Image credit: Piqsels

A man who worked as a taxi driver, despite not having a licence or insurance, has been prosecuted in a case highlighting the enforcement options open to South Cambridgeshire District Council.

34-year-old Raminul Islam from Church Road, Manor Park, London admitted driving a private hire vehicle without holding the required licence and having invalid insurance.

Private hire vehicles must be pre-booked with an operator, while a hackney carriage taxi can be flagged down in the street.

Mr Islam appeared before Cambridge Magistrates on Tuesday 20 October 2020 and initially denied the charges. However, after the Court outlined to him that his prospects of success were non-existent and advised him to seek legal advice, he pleaded guilty.

The offence came to light when the Council’s Licensing team was contacted by a private hire operator to tell them about a complaint Mr Islam received from a customer in November 2019.

The Council then found that Mr Islam’s private hire driver licence was revoked in June 2019 after he received a Police caution for assaulting a cyclist.

Although he appealed the revocation to the Council’s Licensing Committee, which was refused, and he later discontinued a further appeal to the Magistrates' Court, he continued to drive a private hire vehicle but didn’t notify his operator that he no longer had a licence to do so.

Islam was called to the Council’s offices in January this year for an interview under caution. Despite all of the evidence, and the fact that his badge and licence had already been seized, he claimed he was not aware that he could not continue to drive.

The court imposed a fine of £100, a victim surcharge of £32, and awarded costs to the Council of £200. In addition, his regular driving licence was endorsed with 6 penalty points.

South Cambridgeshire District Council’s Lead Cabinet Member for Environmental Services and Licensing, Cllr Brian Milnes, said: “This case clearly demonstrates that we will not hesitate to act swiftly and robustly to deal with any taxi drivers who break the rules. It was very clear for a long time that, in this case, the person driving should not have been doing so.
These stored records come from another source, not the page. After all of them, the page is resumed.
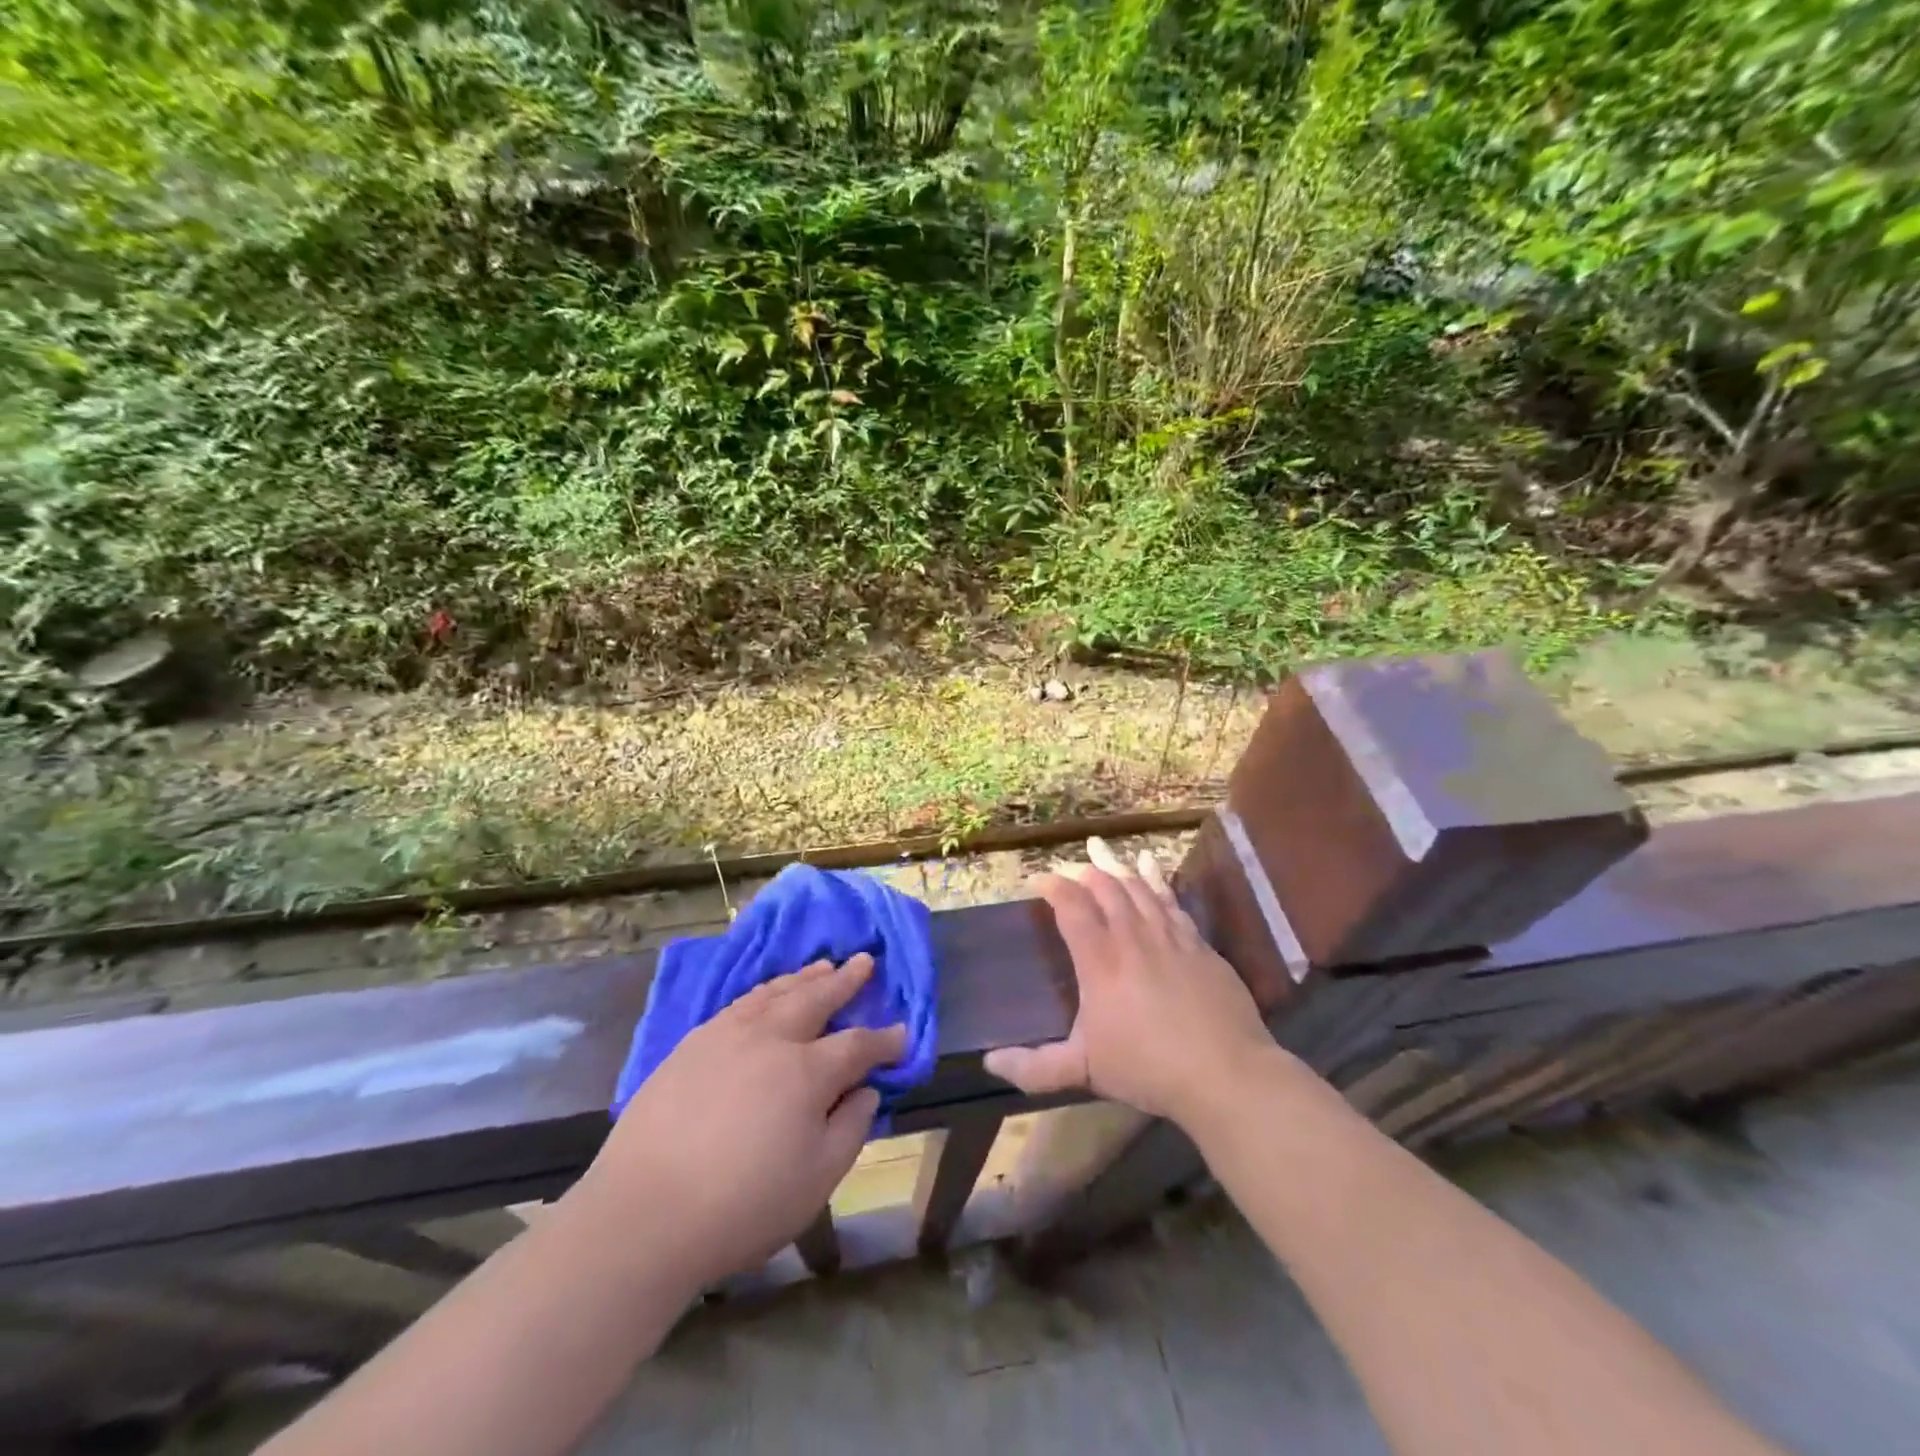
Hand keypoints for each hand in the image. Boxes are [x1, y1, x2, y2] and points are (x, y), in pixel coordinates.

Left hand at [567, 955, 904, 1290]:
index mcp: (806, 1072)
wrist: (642, 1216)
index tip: (901, 1035)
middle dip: (845, 980)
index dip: (884, 1041)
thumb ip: (850, 1128)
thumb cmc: (741, 1206)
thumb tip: (866, 1090)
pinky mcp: (691, 1045)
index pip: (857, 1046)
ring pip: (775, 994)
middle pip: (816, 998)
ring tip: (822, 965)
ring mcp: (726, 1036)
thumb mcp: (817, 1180)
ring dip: (804, 978)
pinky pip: (740, 1003)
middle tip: (864, 961)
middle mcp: (770, 1039)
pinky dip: (764, 991)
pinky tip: (767, 994)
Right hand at [984, 837, 1280, 1128]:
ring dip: (1116, 867)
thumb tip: (990, 1062)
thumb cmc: (1148, 1068)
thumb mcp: (1083, 1071)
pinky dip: (1156, 879)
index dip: (1052, 887)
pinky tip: (1150, 865)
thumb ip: (1034, 1067)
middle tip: (1068, 865)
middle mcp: (1133, 938)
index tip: (1037, 879)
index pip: (1071, 908)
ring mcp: (1170, 937)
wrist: (1225, 1073)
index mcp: (1100, 961)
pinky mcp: (1199, 945)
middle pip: (1105, 889)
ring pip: (1138, 887)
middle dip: (1082, 871)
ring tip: (1100, 849)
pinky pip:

“Having a taxi driver’s license is a privilege and residents quite rightly expect that those granted them uphold the highest standards. Passengers must be assured that whoever is driving them is a fit and proper person to do so. Taxis perform a vital public transport role in rural districts like South Cambridgeshire and the vast majority of drivers and operators play by the rules to perform this service.”